Lately, I have been thinking, “When are we conservatives going to mobilize?” As I wrote earlier, I, for one, am choking to death on political bromides and platitudes. To hell with them and those who utter them!  We citizens write our representatives. We vote for those whom we think will fight our battles, ending up with the likes of Senators Thom Tillis and Susan Collins. We converse endlessly among ourselves—expressing vehement outrage, outright disgust and forlorn chagrin, but we do not cause change like the liberals. We don’t take peaceful protest to the streets. Despite the prevalence of Fox News and AM talk radio, we’re perpetually on the losing end of every legislative battle with such vacuous compromises that just put us further behind. We have a minority of the press outlets in our own country.  Forget about the new media. I used to have a voice on the internet, now I am shadow-banned by both Facebook and Twitter.  Where is the counterbalance for that? “Hello FCC?, I would like to report an oligopoly.”   Meanwhile, someone like Alexandria Ocasio-Cortez grows in power by preaching lies to the exponentially-increasing uninformed.  Spouting pure sophistry—I hesitate to use that word— as her specious sanctimony insults the logic of the sophists. Joseph Goebbels….here we go again. This time, the goal is to politically suffocate the conservative citizenry and euthanize our once magnificent republic.

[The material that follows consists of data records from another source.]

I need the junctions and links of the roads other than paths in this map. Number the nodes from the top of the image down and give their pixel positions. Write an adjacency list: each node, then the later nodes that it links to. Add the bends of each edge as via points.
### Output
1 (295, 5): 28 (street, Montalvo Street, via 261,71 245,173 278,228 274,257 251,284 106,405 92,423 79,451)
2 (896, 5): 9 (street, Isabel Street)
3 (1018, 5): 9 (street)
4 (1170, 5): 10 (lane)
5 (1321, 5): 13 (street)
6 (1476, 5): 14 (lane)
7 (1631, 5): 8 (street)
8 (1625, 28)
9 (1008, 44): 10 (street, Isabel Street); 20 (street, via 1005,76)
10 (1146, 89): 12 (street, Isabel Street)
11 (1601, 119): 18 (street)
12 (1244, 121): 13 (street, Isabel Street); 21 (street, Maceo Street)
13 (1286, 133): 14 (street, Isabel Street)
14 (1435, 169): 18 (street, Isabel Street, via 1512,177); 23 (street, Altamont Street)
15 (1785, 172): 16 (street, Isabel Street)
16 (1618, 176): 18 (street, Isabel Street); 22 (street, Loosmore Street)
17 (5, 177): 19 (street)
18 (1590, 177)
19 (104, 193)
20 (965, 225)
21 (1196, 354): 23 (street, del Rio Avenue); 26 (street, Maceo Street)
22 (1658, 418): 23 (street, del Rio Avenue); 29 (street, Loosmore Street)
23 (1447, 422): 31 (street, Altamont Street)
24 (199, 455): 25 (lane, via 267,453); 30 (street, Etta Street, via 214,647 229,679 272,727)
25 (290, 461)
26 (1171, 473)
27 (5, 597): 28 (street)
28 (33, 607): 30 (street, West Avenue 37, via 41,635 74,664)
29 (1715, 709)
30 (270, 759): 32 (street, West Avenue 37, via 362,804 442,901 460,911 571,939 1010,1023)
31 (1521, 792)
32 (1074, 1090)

I pose the question: “Do I really have to vote anymore?” If my elected representatives from the President on down betray my trust, that’s bad enough. Worse, the opposition party, the Democrats, openly advocate socialist policies, open borders and confer de facto citizenship to anyone, regardless of health or criminal history. Democrats have fought every single attempt by President Trump to secure our southern border, aided and abetted by feckless Republicans. Democrats openly advocate letting millions of people flood our country who—strangers to our culture and the rule of law—come without money, without jobs, without certificate of vaccination, and often with violent criminal records. Staunchly opposed to the Second Amendment for their own citizens (us), Democrats see no problem with letting illegal alien gun smugglers and terrorists flow across the border at will. Illegal aliens don’t pay taxes; they draw from the federal and state funds of those of us who do.  Without controlling this rampant illegal immigration, the Democrats will nullify my vote if they haven’t already. 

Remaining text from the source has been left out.